Enregistreur de vol

dispositif situé dans un aéronef qui a pour but d'enregistrer les informations dans le cas d'un potentiel accident

En aéronautique, un enregistreur de vol[1],[2] (souvent appelé boîte noire) est un enregistreur de données à bord d'un aéronef et destiné à restituer les paramètres de vol et les conversations des pilotes pour l’analyse des circonstances d’un accident. Les enregistreurs de vol sont protégés par une enveloppe résistant au choc, à l'incendie et à l'immersion. Comme leur nom ne l'indique pas, les boîtes noires sont aujourd'hui de couleur orange ou rouge, avec des bandes blanches réfléchissantes, pour faciliter leur repérage parmi les débris d'un avion.

Boîte noire de type DFDR, Digital Flight Data Recorder.
Boîte noire de type CVR avec bandes blanches réfléchissantes et la balise de localisation devant.

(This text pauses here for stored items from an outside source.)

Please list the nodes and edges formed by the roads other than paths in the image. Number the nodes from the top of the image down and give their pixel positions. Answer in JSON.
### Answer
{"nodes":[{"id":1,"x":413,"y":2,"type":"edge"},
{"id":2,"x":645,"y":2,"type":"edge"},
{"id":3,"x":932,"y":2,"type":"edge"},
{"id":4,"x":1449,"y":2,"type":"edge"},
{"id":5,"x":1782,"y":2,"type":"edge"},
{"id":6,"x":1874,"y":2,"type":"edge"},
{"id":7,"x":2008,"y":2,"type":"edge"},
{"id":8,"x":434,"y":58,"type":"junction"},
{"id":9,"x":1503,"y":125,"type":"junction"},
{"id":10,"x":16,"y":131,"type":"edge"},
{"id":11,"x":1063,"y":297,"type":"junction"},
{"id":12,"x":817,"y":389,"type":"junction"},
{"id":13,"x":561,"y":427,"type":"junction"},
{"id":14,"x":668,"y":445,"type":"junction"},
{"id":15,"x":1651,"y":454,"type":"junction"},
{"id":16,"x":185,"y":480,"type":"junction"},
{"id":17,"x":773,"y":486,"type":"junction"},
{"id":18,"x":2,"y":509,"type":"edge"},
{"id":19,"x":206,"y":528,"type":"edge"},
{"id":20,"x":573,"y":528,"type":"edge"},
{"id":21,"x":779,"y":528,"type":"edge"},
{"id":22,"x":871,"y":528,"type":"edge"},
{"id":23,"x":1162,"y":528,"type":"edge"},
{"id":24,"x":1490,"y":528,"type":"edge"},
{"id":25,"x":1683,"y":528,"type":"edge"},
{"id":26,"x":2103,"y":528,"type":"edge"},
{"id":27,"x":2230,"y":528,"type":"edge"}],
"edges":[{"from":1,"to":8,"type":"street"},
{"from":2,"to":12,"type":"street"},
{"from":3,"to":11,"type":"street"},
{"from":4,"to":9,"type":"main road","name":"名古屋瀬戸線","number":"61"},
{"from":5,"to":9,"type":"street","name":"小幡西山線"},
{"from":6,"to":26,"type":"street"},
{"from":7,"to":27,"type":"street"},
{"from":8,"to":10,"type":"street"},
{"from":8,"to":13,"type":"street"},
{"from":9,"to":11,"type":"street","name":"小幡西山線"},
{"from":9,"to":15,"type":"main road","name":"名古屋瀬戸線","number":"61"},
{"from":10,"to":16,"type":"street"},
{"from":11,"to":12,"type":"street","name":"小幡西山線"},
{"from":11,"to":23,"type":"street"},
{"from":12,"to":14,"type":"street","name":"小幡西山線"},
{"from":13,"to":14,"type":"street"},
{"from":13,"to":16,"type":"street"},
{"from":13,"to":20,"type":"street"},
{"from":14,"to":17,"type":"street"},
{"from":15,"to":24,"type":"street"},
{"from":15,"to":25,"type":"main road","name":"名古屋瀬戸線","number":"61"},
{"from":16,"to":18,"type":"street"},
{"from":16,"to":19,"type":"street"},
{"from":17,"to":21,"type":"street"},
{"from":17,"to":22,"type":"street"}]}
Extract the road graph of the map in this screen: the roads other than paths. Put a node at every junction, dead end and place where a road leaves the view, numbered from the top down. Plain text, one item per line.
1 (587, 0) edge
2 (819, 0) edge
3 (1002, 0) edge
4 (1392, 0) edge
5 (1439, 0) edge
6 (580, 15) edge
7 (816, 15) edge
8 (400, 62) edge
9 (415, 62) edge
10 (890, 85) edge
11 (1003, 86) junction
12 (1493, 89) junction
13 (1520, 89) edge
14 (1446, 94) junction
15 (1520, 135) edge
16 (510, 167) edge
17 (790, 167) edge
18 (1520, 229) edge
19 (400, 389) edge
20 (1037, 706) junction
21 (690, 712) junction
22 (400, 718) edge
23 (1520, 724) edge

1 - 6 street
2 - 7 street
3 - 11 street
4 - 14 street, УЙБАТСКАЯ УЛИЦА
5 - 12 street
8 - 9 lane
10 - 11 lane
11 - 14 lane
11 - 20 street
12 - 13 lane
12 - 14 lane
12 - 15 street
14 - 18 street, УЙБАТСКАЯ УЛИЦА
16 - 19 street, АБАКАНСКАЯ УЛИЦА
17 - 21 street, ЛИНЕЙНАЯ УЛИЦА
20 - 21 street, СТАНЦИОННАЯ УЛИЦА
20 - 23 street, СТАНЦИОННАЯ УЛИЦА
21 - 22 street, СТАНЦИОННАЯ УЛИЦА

Il existe deux types d'enregistreur de vol :

  • l'enregistreur phonique[2] (ou CVR, de l'anglais cockpit voice recorder : enregistreur de conversations de poste de pilotage[3]), qui permet de restituer les conversations ainsi que les alarmes sonores et, dans une certaine mesure, les bruits suspects dans le cockpit ;
  • l'enregistreur de paramètres[4],[5] (ou FDR, de l’anglais flight data recorder : enregistreur de données de vol[2],[6]) pour l'analyse de la position des gouvernes, du fonctionnement des moteurs et des systèmes et autres données pouvant aider à déterminer l'origine d'un éventuel accident.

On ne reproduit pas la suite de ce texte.